“We face a number of challenges in Turkey and inhumane treatment by Turkish authorities”, a number of Afghan migrants in the country say.
Afghanistan Ministry of Refugees and Repatriates (MoRR) admits Afghan migrants are facing various problems in Turkey and insist they have shared the issue with Turkish officials several times.
More than 300,000 immigrants from Afghanistan live in Turkey, and hundreds of thousands asylum seekers enter the country illegally.
Afghan migrants say they face forced deportation to Afghanistan.
According to reports, Turkey forcibly deported more than 3,000 Afghan migrants during the first three months of 2023 on 20 chartered flights. The country forcefully deported more than 55,000 asylum seekers in 2022.
Last year, Refugee Rights Organizations in Turkey said that Turkey’s refugee agency had rejected more than 90 percent of asylum seekers’ applications.
Once again, reports about ill-treatment of Afghan refugees and asylum seekers in Turkey have surfaced.
An Afghan asylum seeker Saiful Islam in Istanbul city said that after the political change in Afghanistan, many Afghans attempted to enter Turkey illegally from Iran.
He said: “The journey from Iran to Turkey is very challenging because the route passes through mountainous areas, sometimes clashes occur between migrants and border police and the migrants get hurt. Problems such as cold weather, arrests and deportations are common.”
He said Afghans were often harassed in different cities of Turkey especially when there were elections or any other special day or a security incident.

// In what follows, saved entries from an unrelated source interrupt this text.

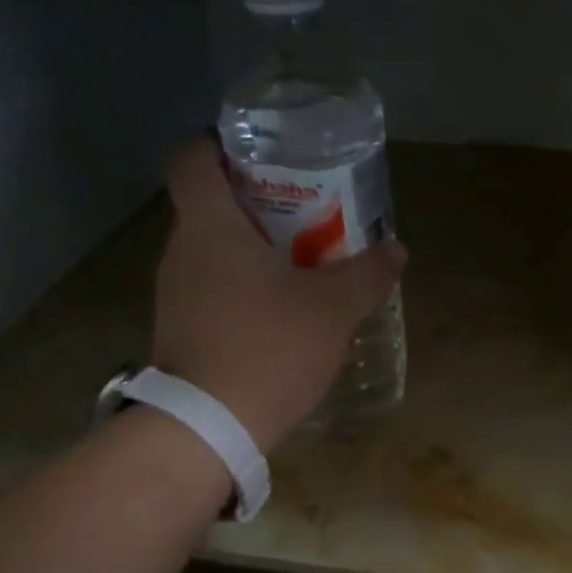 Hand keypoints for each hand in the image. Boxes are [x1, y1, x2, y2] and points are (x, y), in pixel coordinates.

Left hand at [152, 139, 405, 450]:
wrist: (209, 428)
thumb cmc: (269, 348)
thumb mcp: (332, 309)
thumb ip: (367, 274)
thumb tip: (396, 249)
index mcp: (210, 227)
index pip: (193, 159)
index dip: (220, 145)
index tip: (262, 155)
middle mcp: (181, 251)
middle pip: (211, 206)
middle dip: (257, 203)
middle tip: (306, 212)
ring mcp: (174, 294)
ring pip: (213, 252)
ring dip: (252, 251)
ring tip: (301, 264)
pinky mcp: (179, 330)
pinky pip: (211, 289)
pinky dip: (242, 288)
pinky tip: (279, 313) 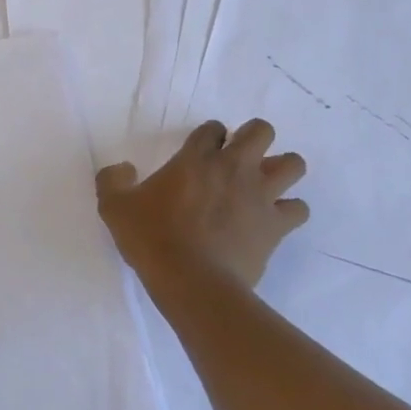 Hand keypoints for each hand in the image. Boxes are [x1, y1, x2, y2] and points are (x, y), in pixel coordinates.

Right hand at [96, 119, 308, 290]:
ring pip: (293, 164)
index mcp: (195, 159)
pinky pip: (298, 209)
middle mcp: (233, 168)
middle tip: (237, 159)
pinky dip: (289, 211)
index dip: (208, 135)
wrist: (191, 281)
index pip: (212, 128)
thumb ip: (112, 180)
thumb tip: (122, 168)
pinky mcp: (276, 225)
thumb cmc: (151, 238)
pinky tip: (273, 220)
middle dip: (252, 138)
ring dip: (281, 169)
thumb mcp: (114, 207)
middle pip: (261, 131)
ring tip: (263, 185)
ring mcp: (260, 195)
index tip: (200, 151) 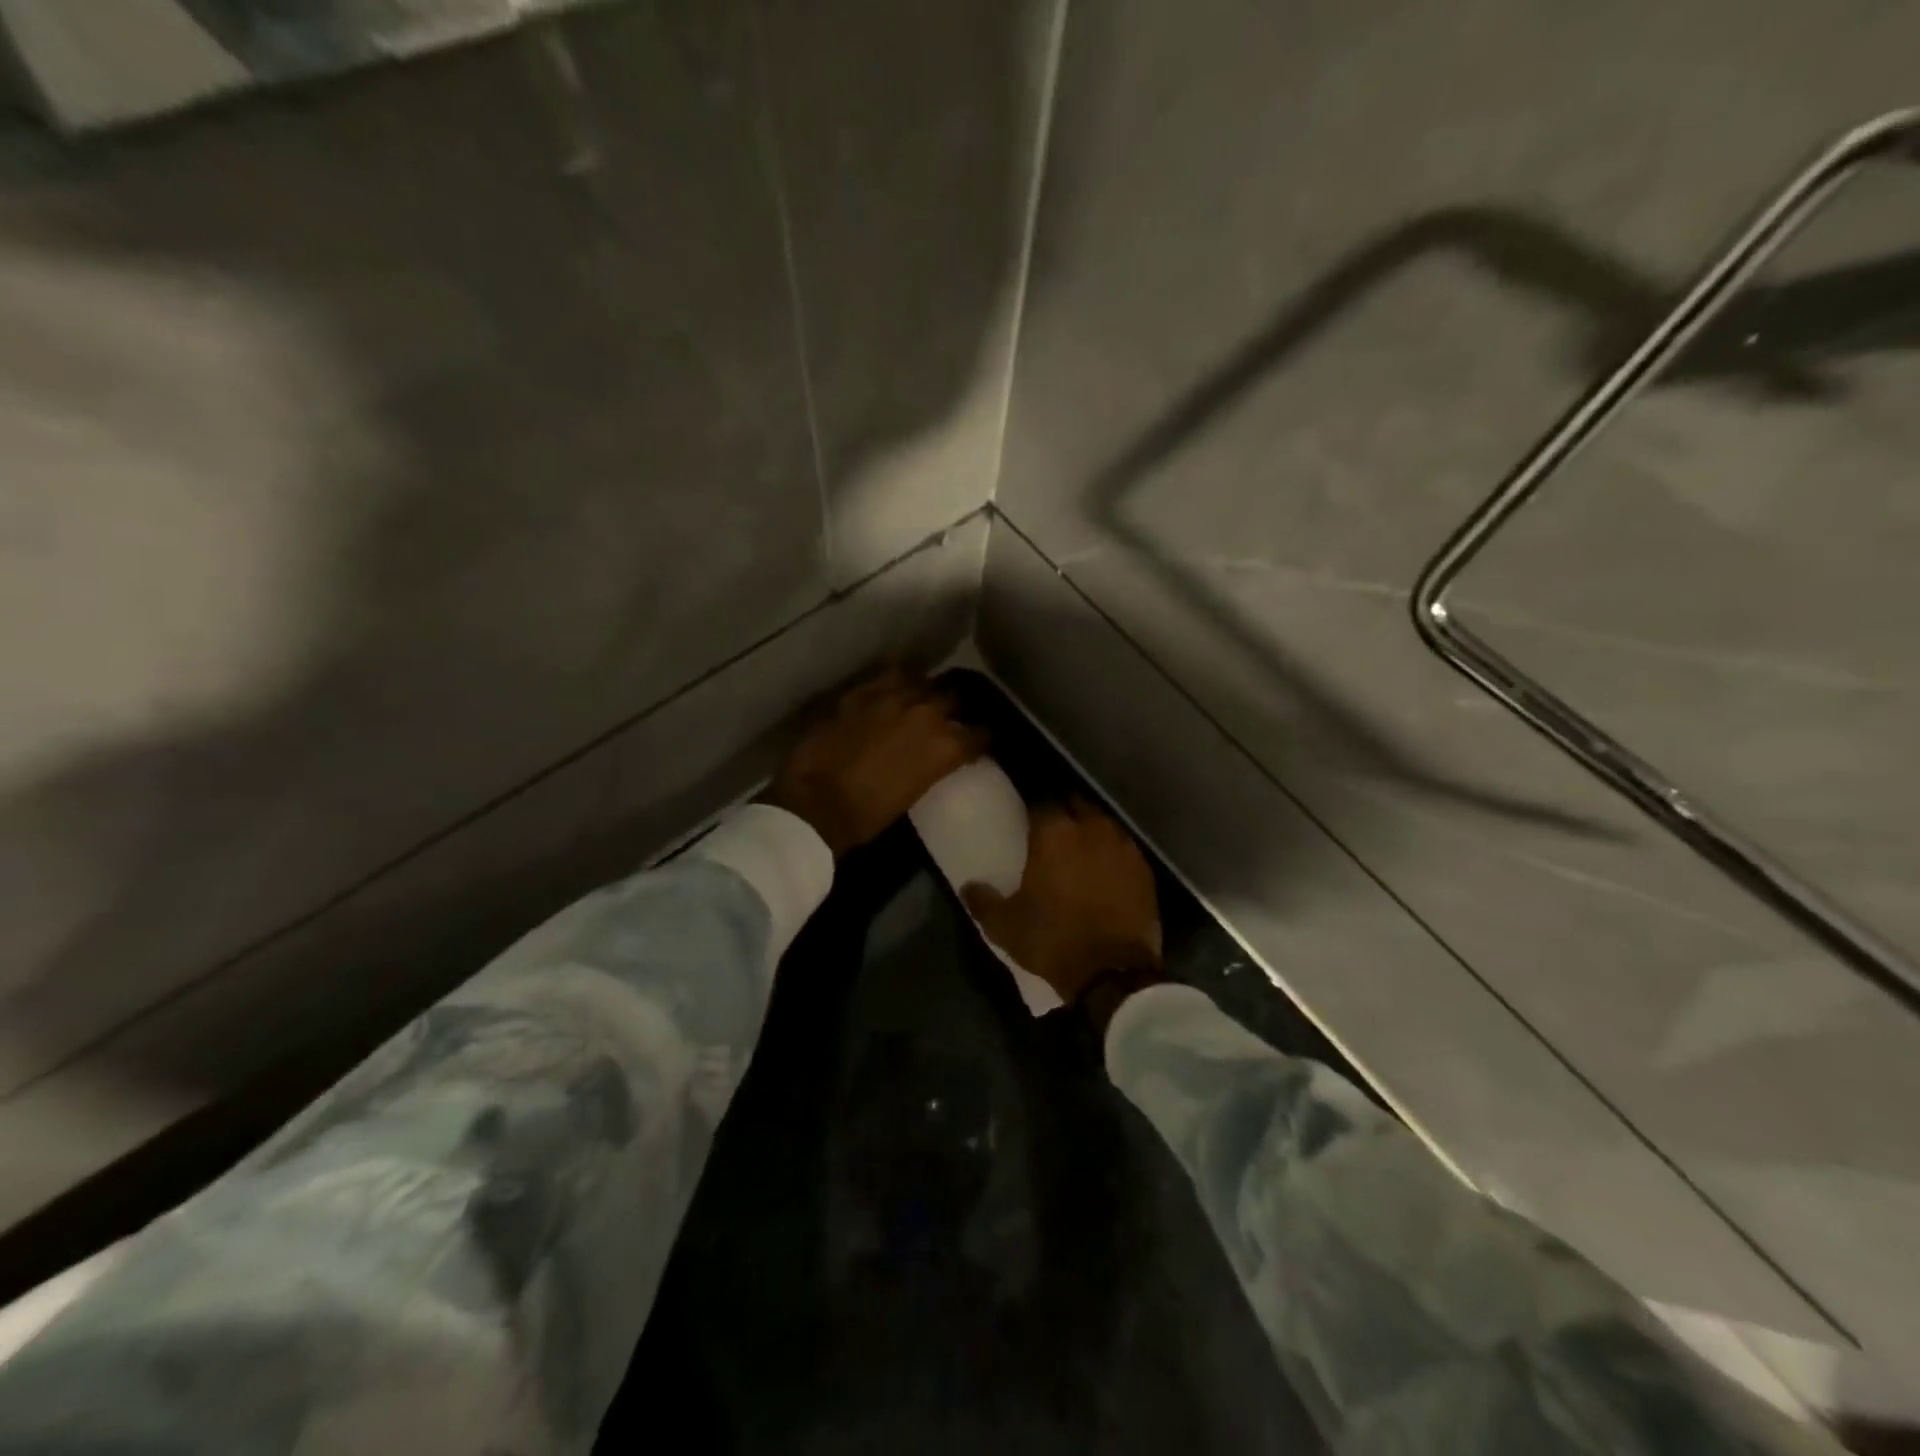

According to Saiful Islam, the arrested Afghans are usually taken to camps where they lack access to healthy food, attorney and are held for months without trial and the government pays no attention to their problems.
Gulbadin Nazari, another Afghan migrant, said: “The refugees in Turkey face many challenges … police arrest migrants who work in factories and take them to camps where they are treated like animals and have no facilities of life.”
He said those attempting to migrate to Europe risked death, spent a lot of money and then faced arrests and deportations. “They also endure inhumane treatment by security forces.”
MoRR spokesman Abdul Mutalib Haqqani said: “No doubt, most Afghans who migrated to Turkey via illegal routes faced arrests, imprisonments and they are kept in camps where they have no access to primary facilities of life and are treated badly.”
He said the MoRR used to hold meetings with the Turkish ambassador and diplomats from time to time about problems of refugees and had also sent delegations to that country to see the problems of migrants closely and share their problems with Turkish authorities.
Haqqani said: “Afghans who leave the country for other countries due to some problems spend a lot of money and suffer hardships. Such people must be given time to live, work and get some money they had spent.”
According to reports, refugees who reside in Pakistan and Iran also face many challenges, but those without legal documents face forced deportations.